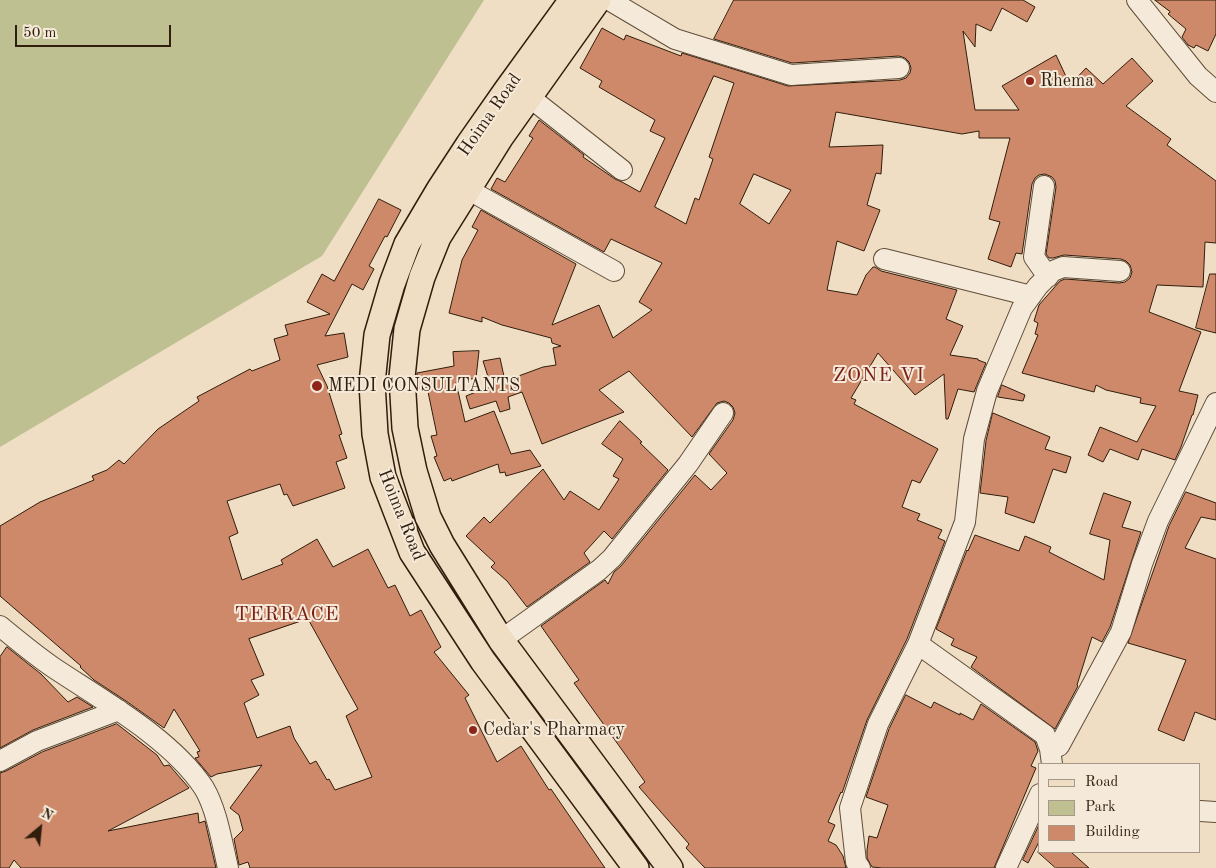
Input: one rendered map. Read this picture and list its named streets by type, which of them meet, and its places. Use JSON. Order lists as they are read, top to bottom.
{
  "streets": {
    "main road": ["Hoima Road"]
  },
  "districts": ["ZONE VI", "TERRACE"],
  "places": ["Rhema", "MEDI CONSULTANTS", "Cedar's Pharmacy"],
  "legend": ["Road", "Park", "Building"],
  "scale_bar": "50 m",
  "north": "top right"
}
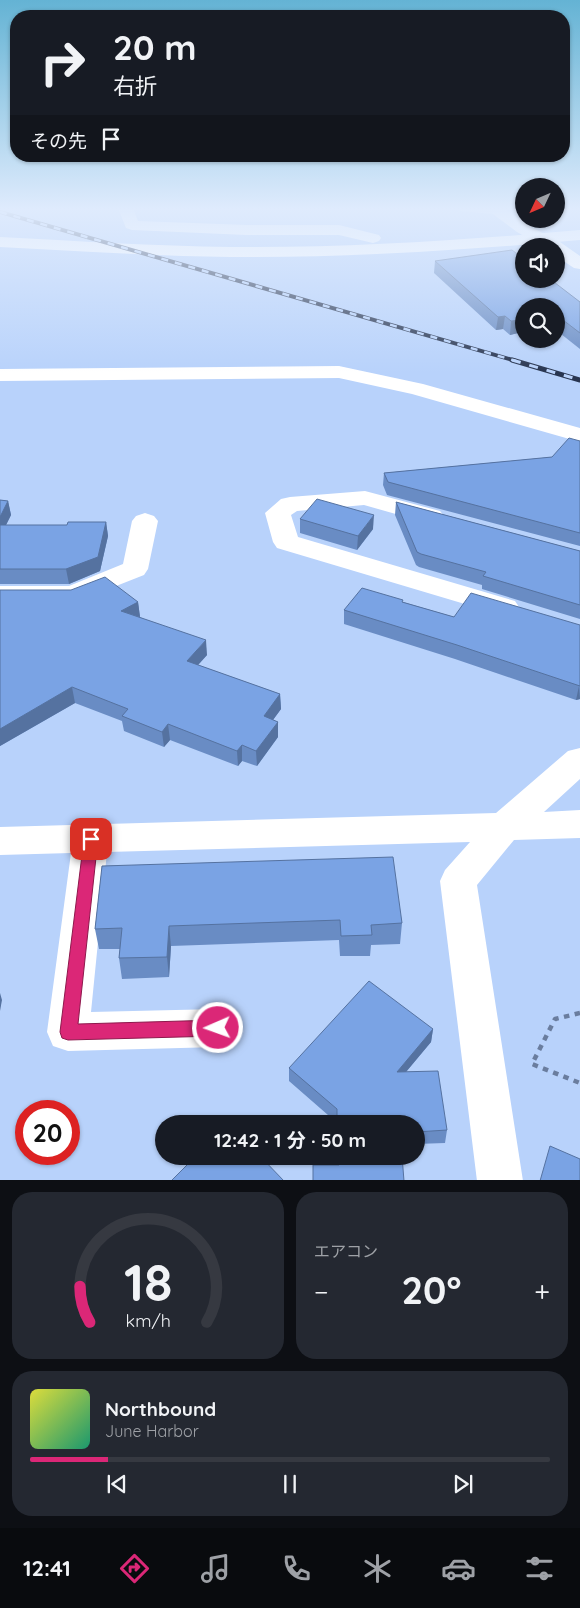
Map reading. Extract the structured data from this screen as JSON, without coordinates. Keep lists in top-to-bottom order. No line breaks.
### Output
{"north":"bottom left","page":{"turn":["20 m","右折"],"then":"その先","limit":"20","trip":"12:42 · 1 分 · 50 m","tile":"エアコン","heat":["−","20°","+"],"song":["Northbound","June Harbor"],"tabs":"12:41","gauge":["18","km/h"]}}
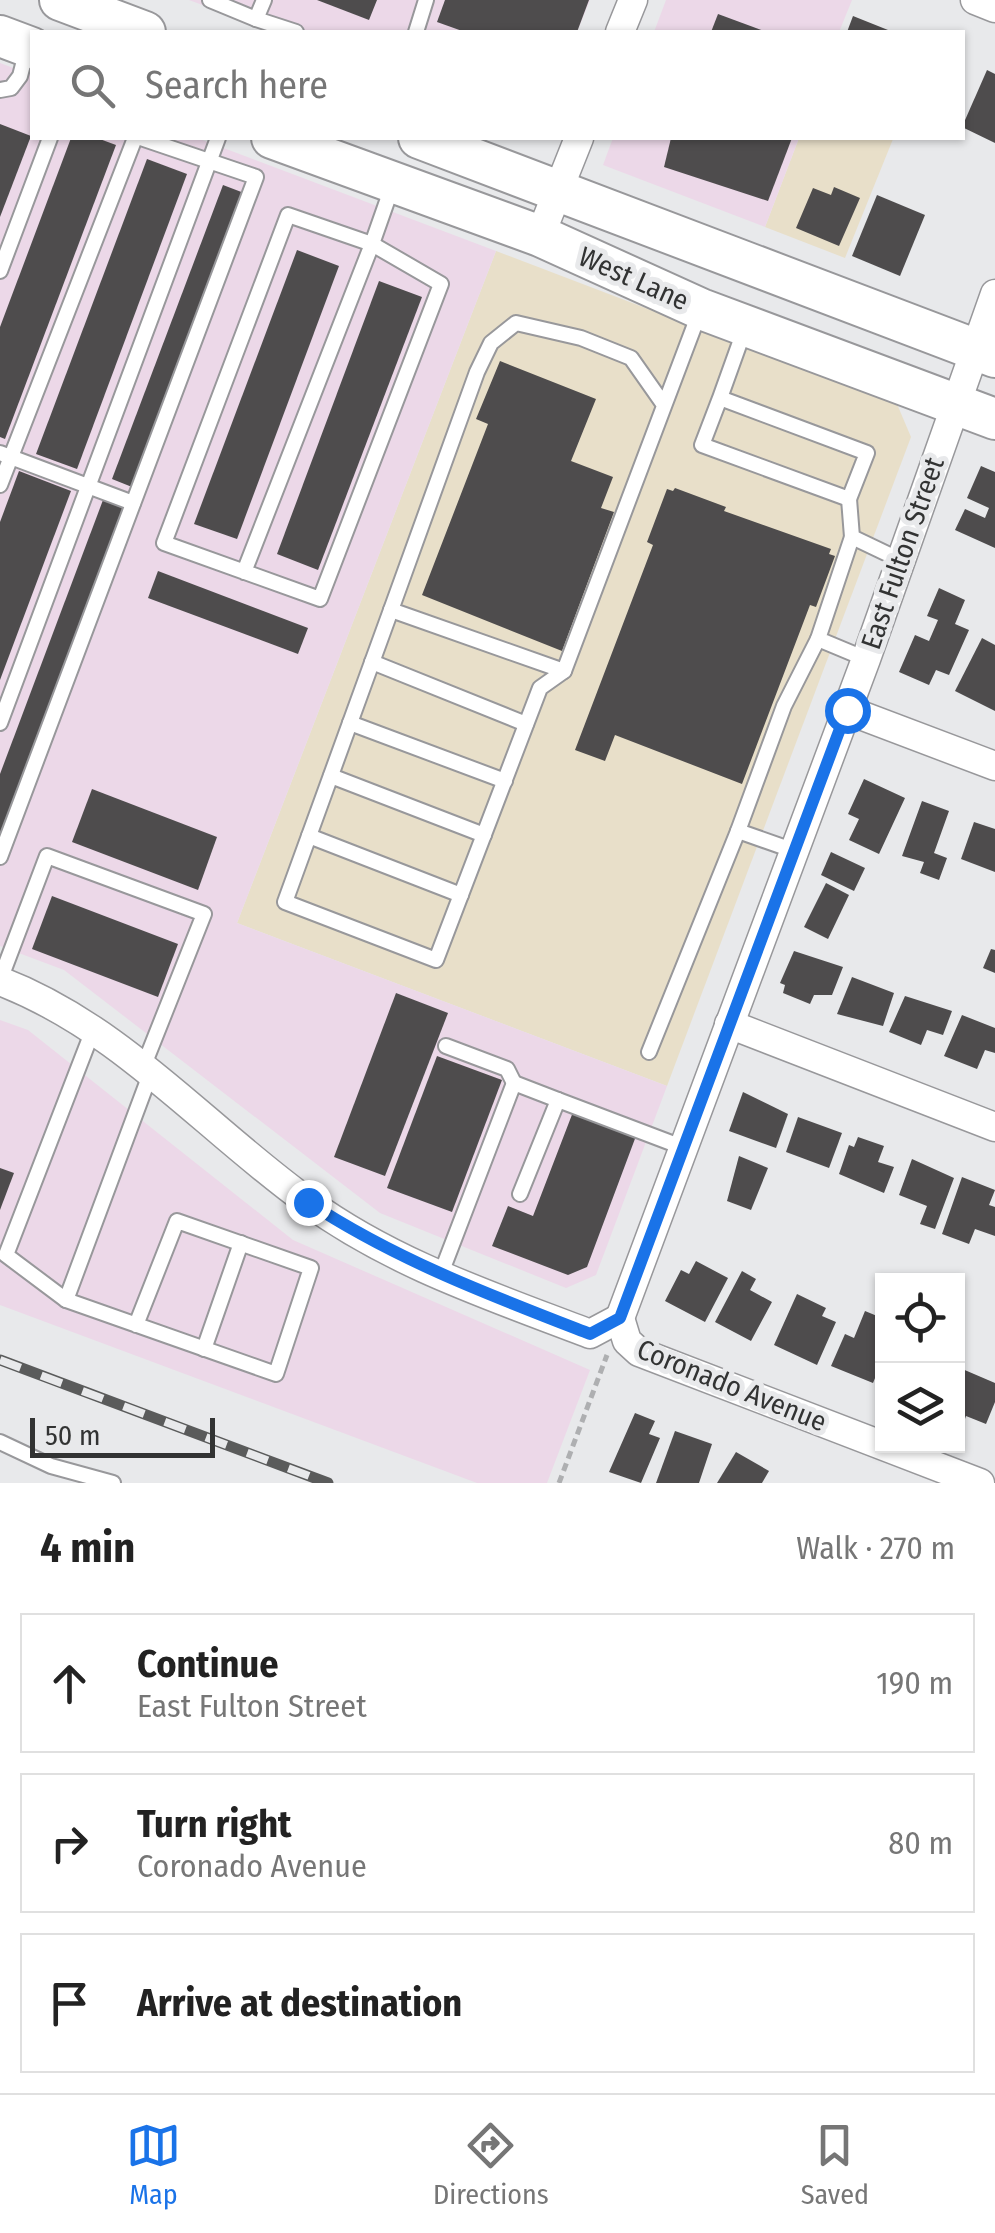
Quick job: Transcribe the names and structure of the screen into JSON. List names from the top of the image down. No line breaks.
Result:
{"streets":{"main road":["West Lane"],"street":["East Fulton Street","Coronado Avenue"]},"crossings":[["West Lane","East Fulton Street"],["East Fulton Street","Coronado Avenue"]],"scale_bar":"50 m","page":{"search":"Search here","scale":"50 m","heading":["4 min","Walk · 270 m"],"list":[["Continue","East Fulton Street","190 m"],["Turn right","Coronado Avenue","80 m"],"Arrive at destination"],"nav":["Map","Directions","Saved"]}}
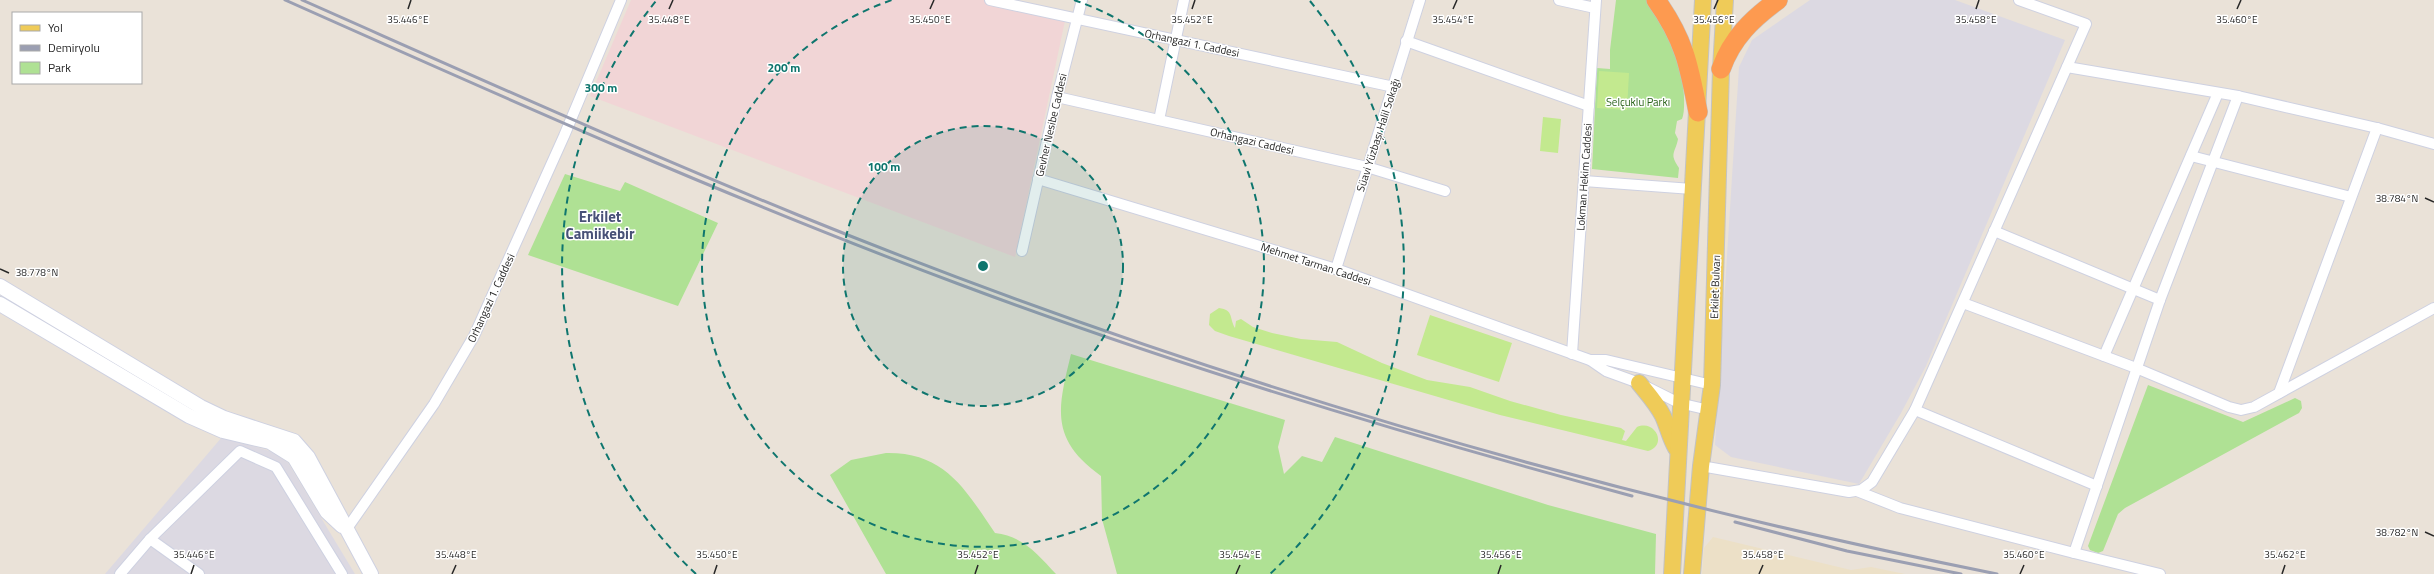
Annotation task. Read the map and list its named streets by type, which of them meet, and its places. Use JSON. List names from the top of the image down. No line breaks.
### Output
{"streets":{"main road":["Erkilet Bulvarı"],"street":["Orhangazi 1. Caddesi","Gevher Nesibe Caddesi","Süavi Yüzbaşı Halil Sokağı","Orhangazi Caddesi","Lokman Hekim Caddesi","Mehmet Tarman Caddesi"]},"crossings":[["Orhangazi 1. Caddesi","Gevher Nesibe Caddesi"],["Orhangazi 1. Caddesi","Süavi Yüzbaşı Halil Sokağı"],["Gevher Nesibe Caddesi","Orhangazi Caddesi"],["Gevher Nesibe Caddesi","Mehmet Tarman Caddesi"],["Süavi Yüzbaşı Halil Sokağı","Orhangazi Caddesi"],["Süavi Yüzbaşı Halil Sokağı","Mehmet Tarman Caddesi"],["Lokman Hekim Caddesi","Mehmet Tarman Caddesi"],["Mehmet Tarman Caddesi","Erkilet Bulvarı"]],"districts":["Erkilet Camiikebir"],"parks":["Selçuklu Parkı"],"legend":["Yol","Demiryolu","Park"],"coordinates":["35.446°E","35.448°E","35.450°E","35.452°E","35.454°E","35.456°E","35.458°E","35.460°E","38.784°N","38.778°N","38.782°N","35.462°E"],"rings":["200 m","300 m","100 m"]}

==============================

* Activity:
Your task is to output the material word for word while leaving out every image.

* Answer for the task:
Input: one rendered map. Read this picture and list its named streets by type, which of them meet, and its places. Use JSON. Order lists as they are read, top to bottom.
{
  "streets": {
    "main road": ["Hoima Road"]
  },
  "districts": ["ZONE VI", "TERRACE"],
  "places": ["Rhema", "MEDI CONSULTANTS", "Cedar's Pharmacy"],
  "legend": ["Road", "Park", "Building"],
  "scale_bar": "50 m",
  "north": "top right"
}
Map reading. Extract the structured data from this screen as JSON, without coordinates. Keep lists in top-to-bottom order. No line breaks.
### Output
{"north":"bottom left","page":{"turn":["20 m","右折"],"then":"その先","limit":"20","trip":"12:42 · 1 分 · 50 m","tile":"エアコン","heat":["−","20°","+"],"song":["Northbound","June Harbor"],"tabs":"12:41","gauge":["18","km/h"]}}
Quick job: Transcribe the names and structure of the screen into JSON. List names from the top of the image down. No line breaks.
Result:
{"streets":{"main road":["West Lane"],"street":["East Fulton Street","Coronado Avenue"]},"crossings":[["West Lane","East Fulton Street"],["East Fulton Street","Coronado Avenue"]],"scale_bar":"50 m","page":{"search":"Search here","scale":"50 m","heading":["4 min","Walk · 270 m"],"list":[["Continue","East Fulton Street","190 m"],["Turn right","Coronado Avenue","80 m"],"Arrive at destination"],"nav":["Map","Directions","Saved"]}}
Annotation task. Read the map and list its named streets by type, which of them meet, and its places. Use JSON. List names from the top of the image down. No line breaks.
### Output
{"streets":{"main road":["Erkilet Bulvarı"],"street":["Orhangazi 1. Caddesi","Gevher Nesibe Caddesi","Süavi Yüzbaşı Halil Sokağı","Orhangazi Caddesi","Lokman Hekim Caddesi","Mehmet Tarman Caddesi"]},"crossings":[["Orhangazi 1. Caddesi","Gevher Nesibe Caddesi"],["Orhangazi 1. Caddesi","Süavi Yüzbaşı Halil Sokağı"],["Gevher Nesibe Caddesi","Orhangazi Caddesi"],["Gevher Nesibe Caddesi","Mehmet Tarman Caddesi"],["Süavi Yüzbaşı Halil Sokağı","Orhangazi Caddesi"],["Süavi Yüzbaşı Halil Sokağı","Mehmet Tarman Caddesi"],["Lokman Hekim Caddesi","Mehmet Tarman Caddesi"],["Mehmet Tarman Caddesi","Erkilet Bulvarı"]],"districts":["Erkilet Camiikebir"],"parks":["Selçuklu Parkı"],"legend":["Yol","Demiryolu","Park"],"coordinates":["35.446°E","35.448°E","35.450°E","35.452°E","35.454°E","35.456°E","35.458°E","35.460°E","38.784°N","38.778°N","38.782°N","35.462°E"],"rings":["200 m","300 m","100 m"]}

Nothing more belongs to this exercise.